### Raw data
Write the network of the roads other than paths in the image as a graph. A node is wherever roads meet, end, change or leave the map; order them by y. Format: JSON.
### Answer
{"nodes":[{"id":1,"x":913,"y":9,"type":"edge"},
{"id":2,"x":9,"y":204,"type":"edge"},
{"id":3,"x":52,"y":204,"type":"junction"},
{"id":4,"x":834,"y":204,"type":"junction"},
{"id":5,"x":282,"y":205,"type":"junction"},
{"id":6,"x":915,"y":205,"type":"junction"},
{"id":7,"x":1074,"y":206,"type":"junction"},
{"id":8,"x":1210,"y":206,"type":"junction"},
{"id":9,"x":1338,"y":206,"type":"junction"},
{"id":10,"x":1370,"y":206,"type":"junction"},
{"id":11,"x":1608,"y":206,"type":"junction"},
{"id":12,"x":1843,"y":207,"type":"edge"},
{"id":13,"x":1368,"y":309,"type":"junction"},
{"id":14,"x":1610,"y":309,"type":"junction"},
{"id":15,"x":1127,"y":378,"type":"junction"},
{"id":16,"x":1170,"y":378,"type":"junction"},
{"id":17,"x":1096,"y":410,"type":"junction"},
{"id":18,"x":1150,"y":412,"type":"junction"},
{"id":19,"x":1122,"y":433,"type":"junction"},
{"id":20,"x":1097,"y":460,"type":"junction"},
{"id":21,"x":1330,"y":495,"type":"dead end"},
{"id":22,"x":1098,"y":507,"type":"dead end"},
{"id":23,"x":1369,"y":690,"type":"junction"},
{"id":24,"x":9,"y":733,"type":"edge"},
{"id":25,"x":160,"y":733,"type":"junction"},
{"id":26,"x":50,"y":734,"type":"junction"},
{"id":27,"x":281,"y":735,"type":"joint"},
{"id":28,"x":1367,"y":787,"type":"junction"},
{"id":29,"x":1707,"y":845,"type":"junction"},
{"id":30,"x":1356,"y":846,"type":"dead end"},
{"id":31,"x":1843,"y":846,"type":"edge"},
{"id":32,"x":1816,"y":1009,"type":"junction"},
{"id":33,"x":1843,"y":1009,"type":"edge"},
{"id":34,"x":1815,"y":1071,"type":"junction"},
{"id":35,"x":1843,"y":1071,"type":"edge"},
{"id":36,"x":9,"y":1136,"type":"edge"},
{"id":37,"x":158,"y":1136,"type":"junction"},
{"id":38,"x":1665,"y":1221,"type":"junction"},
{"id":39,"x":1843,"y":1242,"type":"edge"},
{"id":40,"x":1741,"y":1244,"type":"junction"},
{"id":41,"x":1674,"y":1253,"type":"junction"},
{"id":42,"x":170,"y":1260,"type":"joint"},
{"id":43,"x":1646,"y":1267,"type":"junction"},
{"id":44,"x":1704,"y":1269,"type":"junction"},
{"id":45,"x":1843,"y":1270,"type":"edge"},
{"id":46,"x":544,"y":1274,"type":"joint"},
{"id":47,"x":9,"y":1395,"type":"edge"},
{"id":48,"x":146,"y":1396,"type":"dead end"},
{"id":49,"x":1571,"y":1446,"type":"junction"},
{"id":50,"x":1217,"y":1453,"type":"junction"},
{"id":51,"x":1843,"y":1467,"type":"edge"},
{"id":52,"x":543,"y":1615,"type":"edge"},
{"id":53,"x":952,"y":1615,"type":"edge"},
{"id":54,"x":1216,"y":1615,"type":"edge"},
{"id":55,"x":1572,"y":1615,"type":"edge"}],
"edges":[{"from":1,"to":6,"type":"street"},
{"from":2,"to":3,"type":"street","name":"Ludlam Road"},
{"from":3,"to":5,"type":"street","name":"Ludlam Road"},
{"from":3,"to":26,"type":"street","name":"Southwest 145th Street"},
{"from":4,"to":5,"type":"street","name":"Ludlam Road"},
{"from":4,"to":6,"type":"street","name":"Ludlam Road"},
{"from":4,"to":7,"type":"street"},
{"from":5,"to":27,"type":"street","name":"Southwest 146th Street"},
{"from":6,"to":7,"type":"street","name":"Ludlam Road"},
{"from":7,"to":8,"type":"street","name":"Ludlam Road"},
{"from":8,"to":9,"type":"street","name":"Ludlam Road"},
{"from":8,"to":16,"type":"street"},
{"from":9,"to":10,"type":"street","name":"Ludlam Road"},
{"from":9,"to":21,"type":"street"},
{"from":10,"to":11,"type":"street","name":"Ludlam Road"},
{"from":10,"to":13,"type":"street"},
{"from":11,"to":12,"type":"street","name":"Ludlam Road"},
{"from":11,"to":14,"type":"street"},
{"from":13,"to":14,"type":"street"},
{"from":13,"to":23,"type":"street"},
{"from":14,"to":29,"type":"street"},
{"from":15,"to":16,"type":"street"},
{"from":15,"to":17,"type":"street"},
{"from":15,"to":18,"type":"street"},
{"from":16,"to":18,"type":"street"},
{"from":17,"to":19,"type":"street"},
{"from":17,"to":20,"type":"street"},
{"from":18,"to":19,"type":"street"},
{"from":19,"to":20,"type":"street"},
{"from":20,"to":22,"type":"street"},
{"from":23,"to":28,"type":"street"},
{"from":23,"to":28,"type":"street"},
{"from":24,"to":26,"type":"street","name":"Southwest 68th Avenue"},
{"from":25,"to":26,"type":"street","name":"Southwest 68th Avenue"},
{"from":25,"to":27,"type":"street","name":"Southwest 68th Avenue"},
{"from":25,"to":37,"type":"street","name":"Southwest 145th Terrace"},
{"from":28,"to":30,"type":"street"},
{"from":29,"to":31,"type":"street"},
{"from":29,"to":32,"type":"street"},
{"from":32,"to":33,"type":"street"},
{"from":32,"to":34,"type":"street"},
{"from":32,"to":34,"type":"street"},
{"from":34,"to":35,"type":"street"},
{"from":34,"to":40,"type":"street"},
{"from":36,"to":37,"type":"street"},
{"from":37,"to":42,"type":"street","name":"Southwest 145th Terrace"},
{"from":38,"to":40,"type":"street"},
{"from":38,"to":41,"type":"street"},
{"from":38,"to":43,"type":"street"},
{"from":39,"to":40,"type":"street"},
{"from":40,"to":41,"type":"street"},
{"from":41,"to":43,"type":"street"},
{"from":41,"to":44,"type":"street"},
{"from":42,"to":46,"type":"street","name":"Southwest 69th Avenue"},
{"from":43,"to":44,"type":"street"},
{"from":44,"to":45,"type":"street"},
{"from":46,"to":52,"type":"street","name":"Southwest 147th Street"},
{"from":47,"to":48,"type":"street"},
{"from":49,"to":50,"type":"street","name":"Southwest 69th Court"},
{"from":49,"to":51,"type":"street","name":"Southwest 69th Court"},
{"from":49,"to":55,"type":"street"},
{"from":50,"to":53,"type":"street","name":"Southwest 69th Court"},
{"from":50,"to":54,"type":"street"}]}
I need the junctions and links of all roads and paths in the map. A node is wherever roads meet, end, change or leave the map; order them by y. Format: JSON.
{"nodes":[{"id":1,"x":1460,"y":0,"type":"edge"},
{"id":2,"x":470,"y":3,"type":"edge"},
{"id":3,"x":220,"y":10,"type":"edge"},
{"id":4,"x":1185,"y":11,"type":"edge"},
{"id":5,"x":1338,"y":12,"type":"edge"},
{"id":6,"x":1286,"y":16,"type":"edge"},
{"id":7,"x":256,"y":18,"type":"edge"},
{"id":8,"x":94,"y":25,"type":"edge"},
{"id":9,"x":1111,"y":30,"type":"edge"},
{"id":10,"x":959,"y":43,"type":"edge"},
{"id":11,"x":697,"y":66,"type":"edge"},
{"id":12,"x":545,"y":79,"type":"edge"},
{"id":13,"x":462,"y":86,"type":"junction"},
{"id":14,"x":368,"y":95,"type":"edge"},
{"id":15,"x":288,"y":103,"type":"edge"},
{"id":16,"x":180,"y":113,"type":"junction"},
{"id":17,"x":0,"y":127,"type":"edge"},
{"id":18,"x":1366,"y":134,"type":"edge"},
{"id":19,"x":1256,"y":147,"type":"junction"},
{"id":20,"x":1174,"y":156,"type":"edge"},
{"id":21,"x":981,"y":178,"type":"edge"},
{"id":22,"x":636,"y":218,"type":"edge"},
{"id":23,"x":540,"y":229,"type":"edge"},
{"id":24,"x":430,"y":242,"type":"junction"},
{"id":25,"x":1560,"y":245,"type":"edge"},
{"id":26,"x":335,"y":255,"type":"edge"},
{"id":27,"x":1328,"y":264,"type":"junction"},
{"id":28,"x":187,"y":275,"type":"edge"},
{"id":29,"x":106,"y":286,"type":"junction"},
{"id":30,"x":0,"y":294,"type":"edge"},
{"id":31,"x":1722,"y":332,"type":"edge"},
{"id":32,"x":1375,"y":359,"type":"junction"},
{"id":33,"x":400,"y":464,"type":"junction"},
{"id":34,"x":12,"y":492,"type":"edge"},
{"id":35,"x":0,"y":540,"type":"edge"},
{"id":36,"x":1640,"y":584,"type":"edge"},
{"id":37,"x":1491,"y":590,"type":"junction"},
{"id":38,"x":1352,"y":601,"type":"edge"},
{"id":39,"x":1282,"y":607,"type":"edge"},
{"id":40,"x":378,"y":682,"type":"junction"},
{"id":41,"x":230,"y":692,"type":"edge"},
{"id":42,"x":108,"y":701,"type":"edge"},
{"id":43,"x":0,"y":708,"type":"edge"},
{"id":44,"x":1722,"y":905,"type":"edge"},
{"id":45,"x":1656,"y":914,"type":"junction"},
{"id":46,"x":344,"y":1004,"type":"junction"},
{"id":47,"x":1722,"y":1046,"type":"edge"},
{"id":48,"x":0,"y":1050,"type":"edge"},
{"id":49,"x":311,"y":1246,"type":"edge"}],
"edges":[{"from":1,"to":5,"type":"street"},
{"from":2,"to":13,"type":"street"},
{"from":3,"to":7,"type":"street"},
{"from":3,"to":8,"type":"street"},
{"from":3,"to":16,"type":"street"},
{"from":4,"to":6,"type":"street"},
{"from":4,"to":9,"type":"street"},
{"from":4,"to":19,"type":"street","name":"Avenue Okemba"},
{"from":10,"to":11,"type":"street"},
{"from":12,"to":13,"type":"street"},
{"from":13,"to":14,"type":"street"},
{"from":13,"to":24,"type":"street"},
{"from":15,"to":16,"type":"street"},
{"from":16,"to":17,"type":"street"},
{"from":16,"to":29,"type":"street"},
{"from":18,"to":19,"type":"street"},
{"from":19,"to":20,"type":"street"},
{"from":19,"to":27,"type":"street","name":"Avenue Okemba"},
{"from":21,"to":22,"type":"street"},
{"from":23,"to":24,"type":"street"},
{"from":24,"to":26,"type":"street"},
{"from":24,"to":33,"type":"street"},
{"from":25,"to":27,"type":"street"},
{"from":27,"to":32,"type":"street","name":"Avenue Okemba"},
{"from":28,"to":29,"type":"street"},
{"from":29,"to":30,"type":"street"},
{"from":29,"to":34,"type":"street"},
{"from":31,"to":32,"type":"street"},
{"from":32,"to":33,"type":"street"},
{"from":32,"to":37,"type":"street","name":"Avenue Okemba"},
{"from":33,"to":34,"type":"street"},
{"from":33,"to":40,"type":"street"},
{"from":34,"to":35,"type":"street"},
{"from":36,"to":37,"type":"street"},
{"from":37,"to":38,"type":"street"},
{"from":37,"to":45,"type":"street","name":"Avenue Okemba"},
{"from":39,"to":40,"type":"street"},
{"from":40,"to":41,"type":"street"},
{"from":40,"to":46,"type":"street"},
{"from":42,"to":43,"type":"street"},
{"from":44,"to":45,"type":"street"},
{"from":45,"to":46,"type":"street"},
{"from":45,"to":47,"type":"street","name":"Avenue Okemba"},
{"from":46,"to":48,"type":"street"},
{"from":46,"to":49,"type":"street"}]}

### What to do
Pull every line containing "nodes" out of the records.

### Completed exercise
{"nodes":[{"id":1,"x":913,"y":9,"type":"edge"},
{"nodes":[{"id":1,"x":1460,"y":0,"type":"edge"},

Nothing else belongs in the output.